Mery pun berbalik dan mulai melangkah meninggalkan pantai. Melihat dirinya meninggalkan pantai, Sans menghela napas. Dia hanyalah seorang diri di sebuah kota pantai, tanpa uang dan tanpa teman.
Sans kembali berbalik dan melangkah melintasi pantai. Memandangi dentuman ombak pada mulut pantai cukup besar hingga membasahi pasir yang menjadi lunak untuk diinjak. Lama-kelamaan, ombak pada mulut lautan menghantam kedua kaki Sans, membuatnya tertegun.
Ia pun tercengang ketika dirinya mempertanyakan apakah ia terlalu dekat dengan mulut pantai atau ombak lautan yang memang begitu besar. Ini adalah pertama kalinya dia merasakan ombak menghantam kedua kakinya hingga harus berhenti melangkah. Karena Sans sama sekali tidak pernah ke pantai, bahkan desa Highwind sama sekali tidak memiliki pantai karena terletak di tengah pepohonan.
Begitu mulut lautan kembali bergeser dari mulut pantai, sebuah daun seperti terdampar oleh ombak menuju mulut pantai. Daun berwarna merah sejernih kristal itu sudah berada di samping kaki kirinya seperti tertempel pada pasir.
Mendapati daun yang belum pernah dia lihat sebelumnya, Sans menggambilnya menggunakan tangan kosong. Dia mendekatkan daun tersebut di genggamannya pada pandangannya sambil berdecak kagum.

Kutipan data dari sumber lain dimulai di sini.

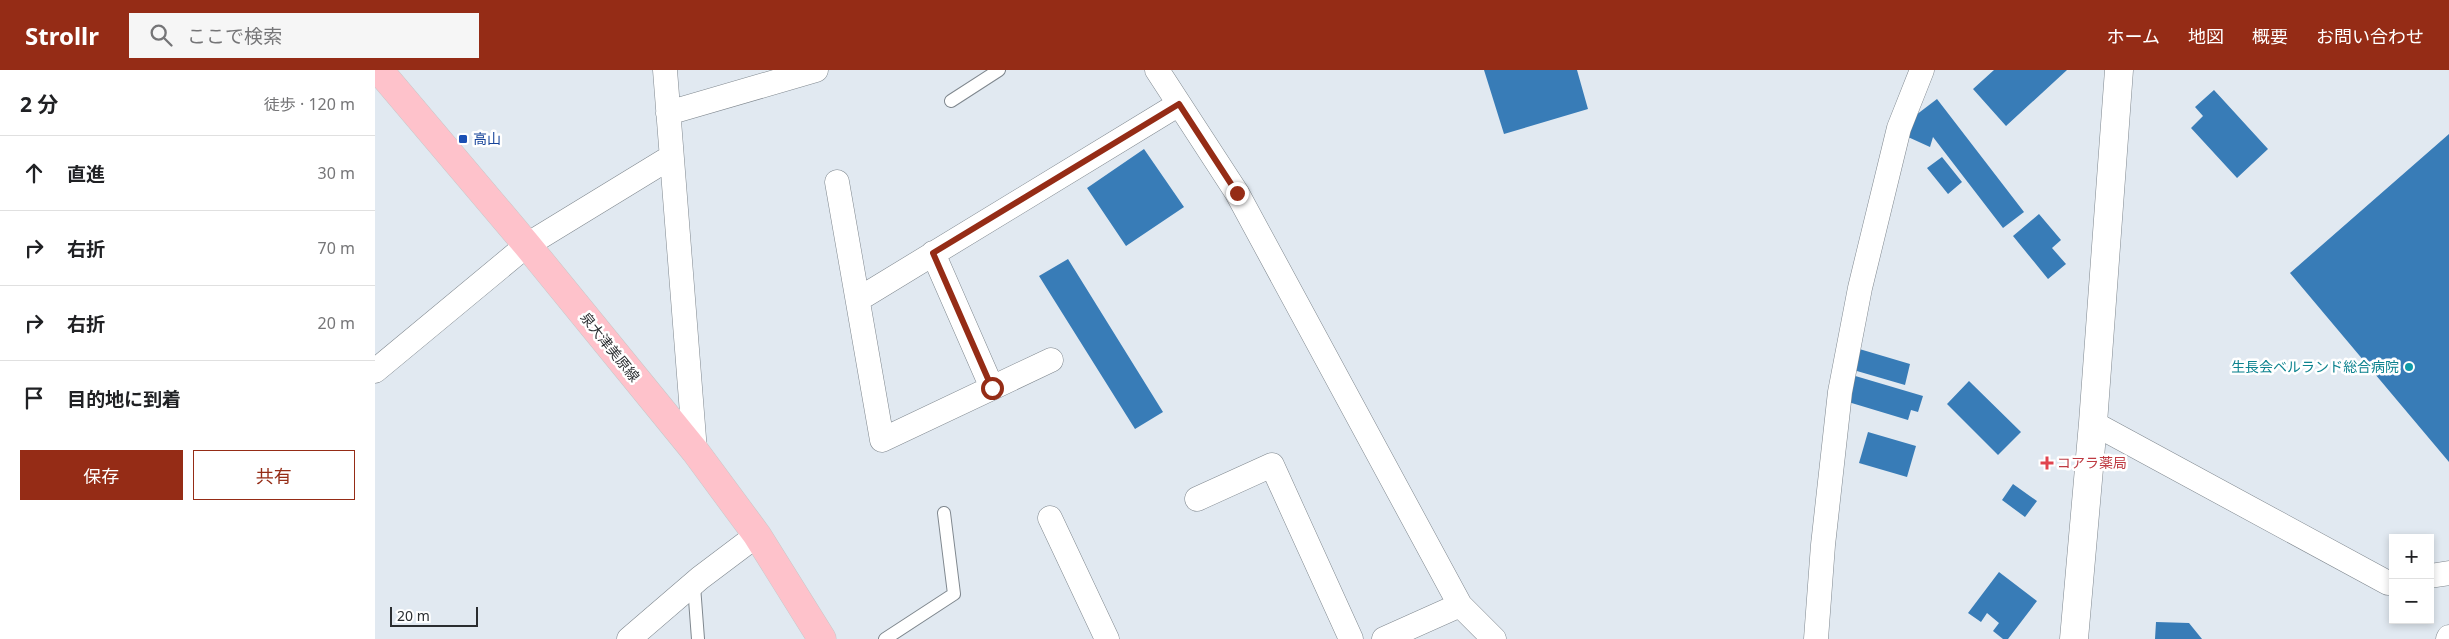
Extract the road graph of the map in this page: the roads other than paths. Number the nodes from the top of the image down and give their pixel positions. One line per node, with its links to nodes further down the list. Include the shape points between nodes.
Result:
1 (379, 70): 13 (main road, 泉大津美原線)
2 (665, 70): 10 (street)
3 (816, 70): 10 (street)
4 (999, 70): 8 (lane)
5 (1157, 70): 9 (street)
6 (1922, 70): 38 (street, via 1899,128 1860,288 1840,392)
7 (2119, 70): 19 (street)
8 (951, 102)
9 (1179, 104): 14 (street); 29 (street, via 1237,193)
10 (668, 113): 11 (street)
11 (671, 158): 13 (street); 20 (street)
12 (837, 182): 15 (street)
13 (527, 245): 17 (street); 20 (main road, 泉大津美原線)
14 (933, 253): 15 (street); 18 (street)
15 (859, 299): 18 (street, via 882,440)
16 (1051, 360): 18 (street)
17 (375, 371)
18 (992, 388)
19 (2093, 423): 27 (street); 39 (street)
20 (695, 451): 24 (main road, 泉大津美原線)
21 (1197, 499): 35 (street, via 1272,465)
22 (944, 513): 33 (lane, via 954,594)
23 (1050, 518): 34 (street)
24 (757, 535): 28 (street); 32 (main road, 泉大津美原線)
25 (2449, 574): 26 (street)
26 (2434, 576)
27 (2389, 583)
28 (694, 586): 30 (street); 31 (lane)
29 (1461, 605): 36 (street); 37 (street)
30 (629, 639)
31 (698, 639)
32 (822, 639)
33 (885, 639)
34 (1107, 639)
35 (1351, 639)
36 (1384, 639)
37 (1494, 639)
38 (1816, 639)
39 (2074, 639)

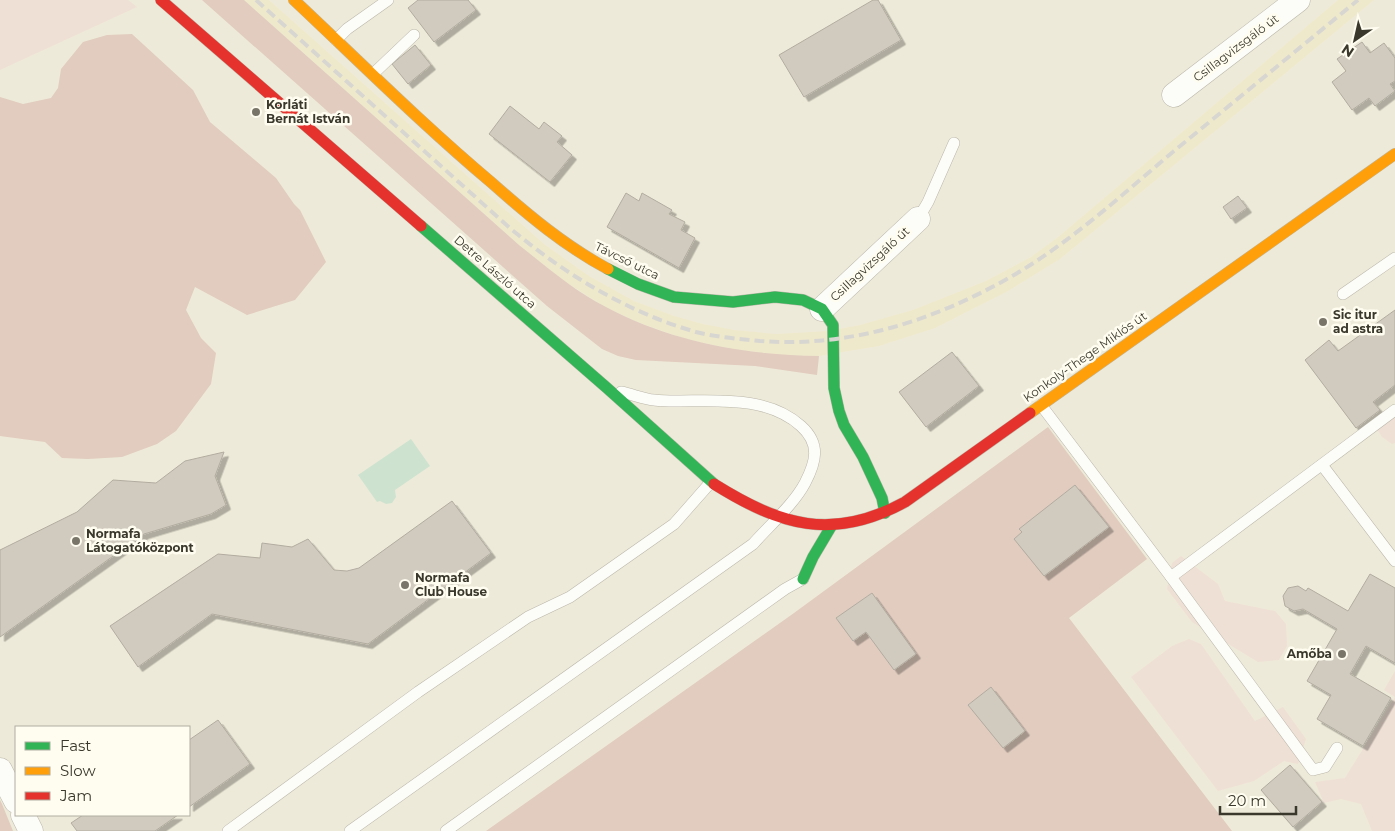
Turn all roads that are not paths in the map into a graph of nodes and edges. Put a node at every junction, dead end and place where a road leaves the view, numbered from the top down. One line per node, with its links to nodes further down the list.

“Daun apa ini?” gumamnya masih terpana.
“Itu daun ars.” Suara seorang lelaki seperti memicu kekagetan dari belakang Sans.
Sans sampai berdecak ke depan sebelum terbalik terpicu oleh suara dari belakangnya. Begitu berbalik, seorang lelaki bersorban merah hingga menutupi wajah kecuali mata telah berdiri di hadapannya. Rambut panjang cokelat kehitamannya juga terbungkus oleh sorban merah.
“Ambillah. Daun itu akan berguna untukmu suatu saat nanti.”
Sans mempertanyakan pada hatinya mengapa ada orang asing yang menemuinya dan memberi informasi singkat mengenai daun ars tanpa menjelaskan lebih rinci kegunaannya.
“Jadi, apa yang kamu lakukan di sini seperti orang kebingungan?”
“Aku … aku harus pergi ke Aiswalt. Aku … harus pergi ke akademi sesegera mungkin. Tapi … aku harus—”
“Oh, kalau kamu mau pergi ke Aiswalt, pergilah ke dermaga.”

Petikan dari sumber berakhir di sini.